Code doesn't have to mean doing everything manually. There are lots of great libraries, examples, and templates that do most of the hard stuff for you. This whole blog is inspired from the example project mixed with Next.js's example project. With code it's easy to remix other people's good ideas and add them to your site. Coming at this project with more experience and with better tools out there I found that it can be way less work than I originally thought.

anchor link Fun

This one probably only counts for me because I am a bit of a weirdo but I love learning new tech stuff and coding by hand. I was way less excited to work on the blog when I couldn't do either of those things. Now I have a little lab for testing out new front end stuff I learn about and an excuse to learn new stuff. For me, I can't learn anything from classes alone. I need to actually do something with the knowledge right away or it's totally gone. This new blog has been a great opportunity to do all of that stuff.
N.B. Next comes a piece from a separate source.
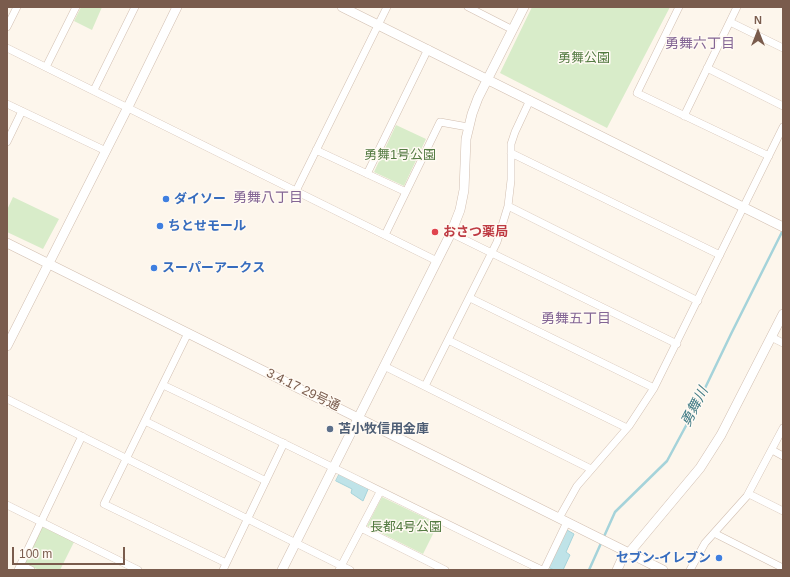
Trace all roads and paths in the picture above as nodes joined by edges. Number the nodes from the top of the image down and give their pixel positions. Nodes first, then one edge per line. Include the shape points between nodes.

anchor link Replacing Squarespace Features

anchor link Search Engine Optimization (SEO)

Squarespace does a lot of work so you can appear higher in rankings on search engines. I probably won't be able to match them right now but I've replaced this with a few things on my end so far:

  • Server side rendering so search engines can read my blog posts
  • Using friendly URLs (words not ID numbers) apparently helps as well
  • Leaning into HTML conventions like using <article> tags for articles to make my web pages easier for machines to understand
  • Including lots of links on my pages
  • Using <meta> tags to give search engines more info about my pages

In the future I want to do more stuff like incorporating schema.org schemas into my web pages and learning more about SEO so I can go even further. I am pretty happy where I ended up on this one.

anchor link Really Simple Syndication (RSS)

Squarespace handles RSS for you in their blogs. RSS is like a machine readable list of your content so various RSS readers can know when you post and notify people who subscribe. A lot of people use RSS without knowing they use RSS, for example, the chrome recommended pages on android are powered by RSS. When making my content management system I coded my own RSS feed that auto-updates with my posts. It works pretty well but I don't know much about RSS so there's room for improvement. Doing it yourself gives you more options to customize it than Squarespace, also it gets you passed Squarespaces rather low maximum for RSS feeds (100 or 300 depending). However, making it yourself is a bit technical so this is an edge Squarespace has. I am sure purpose-built static blog tools like Jekyll have more automatic solutions for this.

Squarespace adds a search feature to your site. I don't have enough posts for it to be an issue right now but it's nice to have. I can hackily implement this on a static site but the more posts I have the slower this will start to become. If I want to do this the right way I'll need a back-end. I may do this for learning though search is not super necessary for blogs in my opinion because you can find stuff on them using search engines.

anchor link Analytics

Squarespace offers a lot of analytics tools by default. The major replacement for this is Google analytics which is even more powerful and free. I try to distance myself from Google products if I can (to varying degrees of success) so I am not going this route. My current analytics solution is no analytics solution. I could just be shouting into the void on this blog and that's not a huge issue for me. If you want analytics I wouldn't begrudge anyone going with Google. DigitalOcean is adding simple metrics for static sites soon so I will at least be able to see how much traffic I am getting.

anchor link E-Commerce

Luckily I don't need e-commerce stuff. I wouldn't build my own e-commerce platform, it's complicated and risky. I just wanted to highlight this feature as something services like Squarespace really accel at.

anchor link Wrapping it Up

I am writing this blog to a past me who loved coding stuff but was frightened of taking the website on. Hopefully, I have convinced my past self, and some of you, that it isn't as scary as I thought. I also want to start doing more frequent, smaller posts, starting with little mini posts on front end stuff I am adding to the site. I am wring this here to hold myself to that.